States with lowest Number of PCPs per 100000 pop:
•Missouri
•Oklahoma
•Texas
•Iowa
•Idaho
States with the highest Number of PCPs per 100000 pop:
•District of Columbia
•Massachusetts
•Vermont
•New Hampshire
•Connecticut
States with lowest % of of uninsured:
•District of Columbia
•Rhode Island
•New Hampshire
•Iowa
•Massachusetts
States with the highest % of uninsured:
•Hawaii
•New Mexico
•Arizona
•Texas
•Montana
Our dataset does not have any labels. Therefore, we will leverage the unsupervised machine learning k-means clustering to group our data. After grouping our counties, we got the results below.
Additional details are on the GitHub repository.
Below is a radar chart that shows the difference in features among the different clusters.
In addition to K-means, we have performed two other models on our dataset to group our counties.
K-means with Principle Component Analysis (PCA)
Partition Around Medoids (PAM)
Then, we have compared our models using the silhouette coefficient, and used the best model results to build our dashboard on Tableau.
PCA serves the purpose of dimensionality reduction. On our dataset, we transformed our dimensions from 31 to 2 dimensions (PC1 and PC2). This has helped us better visualize our clusters (see plot on the left).
PAM is an unsupervised machine learning algorithm used to perform clustering. It is very similar to K-means. The main difference between PAM and K-means is that PAM uses medoids which are always actual points on the dataset, while K-means uses centroids which are usually artificial points.
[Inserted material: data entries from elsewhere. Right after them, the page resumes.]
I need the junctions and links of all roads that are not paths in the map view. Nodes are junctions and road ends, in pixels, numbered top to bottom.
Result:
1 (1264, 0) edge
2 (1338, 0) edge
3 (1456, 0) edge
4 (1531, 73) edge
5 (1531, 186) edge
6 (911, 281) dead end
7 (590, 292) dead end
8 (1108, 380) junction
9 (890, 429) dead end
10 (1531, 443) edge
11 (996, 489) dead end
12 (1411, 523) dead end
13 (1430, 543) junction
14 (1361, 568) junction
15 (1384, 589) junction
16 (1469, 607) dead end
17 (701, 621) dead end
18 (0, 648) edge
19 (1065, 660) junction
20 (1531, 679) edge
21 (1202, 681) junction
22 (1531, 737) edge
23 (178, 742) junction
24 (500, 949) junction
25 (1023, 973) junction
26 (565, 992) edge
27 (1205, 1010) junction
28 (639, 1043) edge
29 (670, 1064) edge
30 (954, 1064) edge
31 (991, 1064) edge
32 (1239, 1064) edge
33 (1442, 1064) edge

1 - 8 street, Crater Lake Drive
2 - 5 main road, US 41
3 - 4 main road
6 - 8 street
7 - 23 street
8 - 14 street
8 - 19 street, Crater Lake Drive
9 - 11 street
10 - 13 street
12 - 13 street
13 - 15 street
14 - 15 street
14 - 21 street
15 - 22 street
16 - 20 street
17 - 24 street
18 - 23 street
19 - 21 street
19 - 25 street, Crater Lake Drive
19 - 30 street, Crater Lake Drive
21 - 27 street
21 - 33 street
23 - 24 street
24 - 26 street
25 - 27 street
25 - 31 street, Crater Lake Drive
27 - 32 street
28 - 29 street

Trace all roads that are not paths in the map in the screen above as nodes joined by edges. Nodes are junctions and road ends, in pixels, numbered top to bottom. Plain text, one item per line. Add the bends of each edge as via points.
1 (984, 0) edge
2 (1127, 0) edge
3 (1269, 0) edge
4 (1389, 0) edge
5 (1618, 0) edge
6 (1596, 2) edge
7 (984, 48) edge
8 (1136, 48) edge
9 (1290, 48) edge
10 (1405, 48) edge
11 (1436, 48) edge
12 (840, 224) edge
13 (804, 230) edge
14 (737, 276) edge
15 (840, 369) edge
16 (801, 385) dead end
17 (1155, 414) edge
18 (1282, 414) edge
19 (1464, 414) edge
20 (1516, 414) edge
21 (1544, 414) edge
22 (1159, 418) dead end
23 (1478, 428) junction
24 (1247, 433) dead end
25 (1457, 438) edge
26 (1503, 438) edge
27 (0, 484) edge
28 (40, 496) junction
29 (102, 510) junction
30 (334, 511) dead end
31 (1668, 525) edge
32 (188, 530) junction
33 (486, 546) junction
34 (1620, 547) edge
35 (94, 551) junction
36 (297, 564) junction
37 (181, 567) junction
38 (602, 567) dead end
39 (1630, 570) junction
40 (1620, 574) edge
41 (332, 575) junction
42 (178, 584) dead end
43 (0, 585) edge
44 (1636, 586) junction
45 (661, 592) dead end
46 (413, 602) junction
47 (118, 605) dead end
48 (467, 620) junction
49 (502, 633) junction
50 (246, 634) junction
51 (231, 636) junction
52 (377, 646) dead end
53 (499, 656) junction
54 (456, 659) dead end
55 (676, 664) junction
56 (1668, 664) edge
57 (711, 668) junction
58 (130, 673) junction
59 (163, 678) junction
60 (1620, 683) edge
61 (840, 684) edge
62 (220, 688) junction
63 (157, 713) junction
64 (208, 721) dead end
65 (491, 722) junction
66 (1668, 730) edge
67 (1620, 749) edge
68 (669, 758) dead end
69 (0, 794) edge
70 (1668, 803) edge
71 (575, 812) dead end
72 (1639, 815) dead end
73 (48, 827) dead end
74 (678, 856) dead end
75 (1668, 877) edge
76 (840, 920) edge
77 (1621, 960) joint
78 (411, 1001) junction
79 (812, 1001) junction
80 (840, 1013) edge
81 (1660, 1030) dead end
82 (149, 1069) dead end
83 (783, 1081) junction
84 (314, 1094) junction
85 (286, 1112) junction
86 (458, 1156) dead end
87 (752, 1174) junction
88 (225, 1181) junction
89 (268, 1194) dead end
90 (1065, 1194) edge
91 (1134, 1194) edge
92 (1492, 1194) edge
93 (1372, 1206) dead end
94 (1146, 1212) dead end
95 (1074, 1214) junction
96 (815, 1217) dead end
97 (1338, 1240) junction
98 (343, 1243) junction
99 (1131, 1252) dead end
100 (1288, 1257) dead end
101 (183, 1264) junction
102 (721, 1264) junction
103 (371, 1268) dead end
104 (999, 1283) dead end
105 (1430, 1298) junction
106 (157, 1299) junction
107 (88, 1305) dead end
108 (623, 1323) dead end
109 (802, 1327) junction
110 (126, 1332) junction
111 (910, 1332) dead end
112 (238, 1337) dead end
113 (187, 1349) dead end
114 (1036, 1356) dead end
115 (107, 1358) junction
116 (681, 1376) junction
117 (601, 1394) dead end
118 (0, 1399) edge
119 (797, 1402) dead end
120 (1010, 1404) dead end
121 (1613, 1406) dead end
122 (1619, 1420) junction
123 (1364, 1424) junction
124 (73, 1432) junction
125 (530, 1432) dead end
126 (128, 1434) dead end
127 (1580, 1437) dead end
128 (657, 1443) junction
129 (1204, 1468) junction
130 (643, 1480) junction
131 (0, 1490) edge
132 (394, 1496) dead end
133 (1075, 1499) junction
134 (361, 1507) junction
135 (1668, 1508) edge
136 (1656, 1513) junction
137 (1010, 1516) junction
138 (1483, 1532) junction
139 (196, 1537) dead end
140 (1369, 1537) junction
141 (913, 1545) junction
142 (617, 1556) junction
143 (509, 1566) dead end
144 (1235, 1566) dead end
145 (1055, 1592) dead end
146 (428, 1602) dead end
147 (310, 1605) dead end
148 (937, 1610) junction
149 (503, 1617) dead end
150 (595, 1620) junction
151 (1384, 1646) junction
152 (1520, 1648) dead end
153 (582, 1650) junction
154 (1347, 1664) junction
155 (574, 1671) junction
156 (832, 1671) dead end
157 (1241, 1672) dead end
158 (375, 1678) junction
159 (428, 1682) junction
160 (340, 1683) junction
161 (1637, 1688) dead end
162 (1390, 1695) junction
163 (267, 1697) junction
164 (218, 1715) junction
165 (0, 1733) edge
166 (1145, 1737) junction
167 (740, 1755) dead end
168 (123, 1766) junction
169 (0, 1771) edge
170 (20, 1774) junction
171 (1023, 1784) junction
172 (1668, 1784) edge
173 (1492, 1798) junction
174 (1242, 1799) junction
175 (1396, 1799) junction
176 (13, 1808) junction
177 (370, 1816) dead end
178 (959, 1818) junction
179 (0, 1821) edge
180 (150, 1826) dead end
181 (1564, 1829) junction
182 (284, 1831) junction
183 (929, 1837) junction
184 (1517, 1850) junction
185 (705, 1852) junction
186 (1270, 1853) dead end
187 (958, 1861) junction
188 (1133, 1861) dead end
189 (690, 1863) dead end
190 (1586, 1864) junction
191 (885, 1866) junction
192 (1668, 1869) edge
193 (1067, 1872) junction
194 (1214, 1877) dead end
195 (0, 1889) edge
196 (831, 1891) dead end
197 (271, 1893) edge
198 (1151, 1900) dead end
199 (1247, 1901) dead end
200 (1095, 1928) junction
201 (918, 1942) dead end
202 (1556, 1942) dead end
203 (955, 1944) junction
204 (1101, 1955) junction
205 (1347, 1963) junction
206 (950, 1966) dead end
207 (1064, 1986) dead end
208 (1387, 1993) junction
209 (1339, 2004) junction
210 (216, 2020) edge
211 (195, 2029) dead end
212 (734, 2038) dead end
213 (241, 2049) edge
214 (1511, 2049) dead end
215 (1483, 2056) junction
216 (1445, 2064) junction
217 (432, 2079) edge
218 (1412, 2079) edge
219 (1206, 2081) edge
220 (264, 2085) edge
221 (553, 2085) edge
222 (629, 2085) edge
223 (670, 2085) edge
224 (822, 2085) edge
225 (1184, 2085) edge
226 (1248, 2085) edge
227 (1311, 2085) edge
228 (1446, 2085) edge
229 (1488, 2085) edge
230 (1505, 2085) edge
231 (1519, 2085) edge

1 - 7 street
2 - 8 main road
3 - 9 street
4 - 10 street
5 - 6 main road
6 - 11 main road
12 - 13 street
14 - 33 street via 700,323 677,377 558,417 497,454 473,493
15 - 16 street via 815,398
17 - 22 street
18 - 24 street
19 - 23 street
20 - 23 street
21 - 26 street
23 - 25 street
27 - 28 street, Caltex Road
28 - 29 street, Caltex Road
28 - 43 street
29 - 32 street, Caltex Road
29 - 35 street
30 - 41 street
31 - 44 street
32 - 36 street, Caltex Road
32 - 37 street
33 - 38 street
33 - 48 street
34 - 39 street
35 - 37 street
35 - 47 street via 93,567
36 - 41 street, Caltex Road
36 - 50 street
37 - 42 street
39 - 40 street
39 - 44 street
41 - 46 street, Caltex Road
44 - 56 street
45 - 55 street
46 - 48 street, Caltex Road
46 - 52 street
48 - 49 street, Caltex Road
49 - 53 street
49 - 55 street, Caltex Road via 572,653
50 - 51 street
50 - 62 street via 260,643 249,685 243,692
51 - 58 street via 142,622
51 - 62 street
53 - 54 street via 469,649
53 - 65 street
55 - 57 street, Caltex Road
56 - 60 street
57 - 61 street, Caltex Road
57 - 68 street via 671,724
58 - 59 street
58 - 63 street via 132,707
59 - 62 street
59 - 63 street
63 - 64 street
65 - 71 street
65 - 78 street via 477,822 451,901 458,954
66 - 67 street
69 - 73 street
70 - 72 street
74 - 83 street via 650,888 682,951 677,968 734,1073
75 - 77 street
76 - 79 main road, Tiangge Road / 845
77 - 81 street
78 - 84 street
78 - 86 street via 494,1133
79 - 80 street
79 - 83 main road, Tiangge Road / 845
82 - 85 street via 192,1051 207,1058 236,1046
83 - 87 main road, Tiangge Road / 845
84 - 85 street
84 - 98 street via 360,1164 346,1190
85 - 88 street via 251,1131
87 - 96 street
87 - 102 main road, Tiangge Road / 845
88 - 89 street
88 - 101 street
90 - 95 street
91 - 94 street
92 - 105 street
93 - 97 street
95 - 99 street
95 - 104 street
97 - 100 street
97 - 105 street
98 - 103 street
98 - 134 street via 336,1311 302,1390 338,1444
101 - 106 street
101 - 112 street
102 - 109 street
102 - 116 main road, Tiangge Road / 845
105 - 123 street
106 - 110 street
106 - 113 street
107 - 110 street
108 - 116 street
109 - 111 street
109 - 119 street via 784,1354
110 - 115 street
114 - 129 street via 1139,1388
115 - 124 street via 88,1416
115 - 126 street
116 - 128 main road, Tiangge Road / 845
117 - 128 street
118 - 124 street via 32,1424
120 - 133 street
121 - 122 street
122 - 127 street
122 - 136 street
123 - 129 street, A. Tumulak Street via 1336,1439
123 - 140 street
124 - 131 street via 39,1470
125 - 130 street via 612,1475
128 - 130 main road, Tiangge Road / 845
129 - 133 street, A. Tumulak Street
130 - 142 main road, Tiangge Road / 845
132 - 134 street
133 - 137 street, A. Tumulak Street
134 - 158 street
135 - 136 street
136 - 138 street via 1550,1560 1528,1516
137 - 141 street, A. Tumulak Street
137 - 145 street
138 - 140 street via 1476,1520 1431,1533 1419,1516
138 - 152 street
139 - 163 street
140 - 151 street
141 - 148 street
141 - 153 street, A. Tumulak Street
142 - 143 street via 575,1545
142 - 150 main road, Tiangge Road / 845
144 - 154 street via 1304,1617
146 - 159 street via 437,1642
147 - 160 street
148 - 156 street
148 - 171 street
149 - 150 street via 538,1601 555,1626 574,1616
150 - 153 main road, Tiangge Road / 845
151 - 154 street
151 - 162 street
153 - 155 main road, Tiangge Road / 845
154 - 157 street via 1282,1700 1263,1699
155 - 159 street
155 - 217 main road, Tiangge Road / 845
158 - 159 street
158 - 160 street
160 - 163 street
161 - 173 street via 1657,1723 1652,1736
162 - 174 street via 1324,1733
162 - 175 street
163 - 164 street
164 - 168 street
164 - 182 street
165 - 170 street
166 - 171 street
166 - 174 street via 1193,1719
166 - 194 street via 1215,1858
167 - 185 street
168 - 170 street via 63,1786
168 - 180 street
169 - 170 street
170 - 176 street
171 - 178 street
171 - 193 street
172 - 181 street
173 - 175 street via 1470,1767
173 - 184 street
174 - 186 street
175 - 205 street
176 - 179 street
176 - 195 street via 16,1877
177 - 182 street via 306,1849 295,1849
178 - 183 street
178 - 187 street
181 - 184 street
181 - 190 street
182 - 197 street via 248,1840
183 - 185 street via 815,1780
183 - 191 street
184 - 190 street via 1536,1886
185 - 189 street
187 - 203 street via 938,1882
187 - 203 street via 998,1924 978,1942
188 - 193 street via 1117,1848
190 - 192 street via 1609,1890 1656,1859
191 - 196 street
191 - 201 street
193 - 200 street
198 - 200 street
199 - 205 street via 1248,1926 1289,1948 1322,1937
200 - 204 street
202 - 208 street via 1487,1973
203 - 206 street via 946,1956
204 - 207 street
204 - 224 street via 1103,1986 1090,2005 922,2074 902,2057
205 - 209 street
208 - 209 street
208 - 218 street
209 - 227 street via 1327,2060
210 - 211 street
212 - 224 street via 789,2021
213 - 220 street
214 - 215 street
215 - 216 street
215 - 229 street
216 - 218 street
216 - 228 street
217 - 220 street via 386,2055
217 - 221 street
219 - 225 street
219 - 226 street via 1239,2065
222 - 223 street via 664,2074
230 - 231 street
Since the ground truth labels are not known, evaluation must be performed using the model itself.
A higher Silhouette Coefficient score relates to a model with better defined clusters. Scores are between -1 and 1.
PAM model had the best score, and so we have used its result on Tableau to build our dashboard.
Please note that this is a PowerPoint; a static version of my dashboard.
If you would like to access the interactive Tableau dashboard, you can download the .twb file by clicking the following link > Download. You'd need to have Tableau access to view.
Partition Around Medoids (PAM) worked best to group our dataset.
Counties that belong to Group 2 have the least number of Primary Care Physicians per 100,000 population, followed by counties in Group 1, Group 4, then Group 3.
Counties in Group 4 have the highest number of uninsured individuals .
Counties in Group 1 and 2 have the highest rate of chronic diseases.
Coronary Heart Disease (CHD)is the major killer in the US. It is a significantly higher cause of death in group 1 (216:100k) and group 2 (217:100k) than in group 3 (171:100k) and group 4 (171:100k)
Preventive services are not significantly different among our county groups.
Conclusion:
Counties in group 1 and 2 (mostly south region of the US) have less number of primary care physicians (PCPs), and more chronic diseases than than group 3 (mostly west coast and north east regions of the US) and 4 (mostly mid-west region of the US). Counties in group 1 and 2 also have way more deaths due to coronary heart disease. The high numbers of coronary heart disease (CHD) are surely linked with the high rate of chronic diseases as those lead to a lot of health issues. Therefore, to lower the numbers of CHD, it is important to manage chronic diseases in the US by educating the public and emphasizing the importance of healthy eating, physical activity, and a low stress lifestyle. It is also important to improve access to health care. Given the dashboard we created, we are now able to make targeted decisions regarding PCPs distribution based on each county's conditions or circumstances.
The counties we need to prioritize the most (in my opinion) are the ones in group 1 and 2, and the condition we need to focus on the most is coronary heart disease.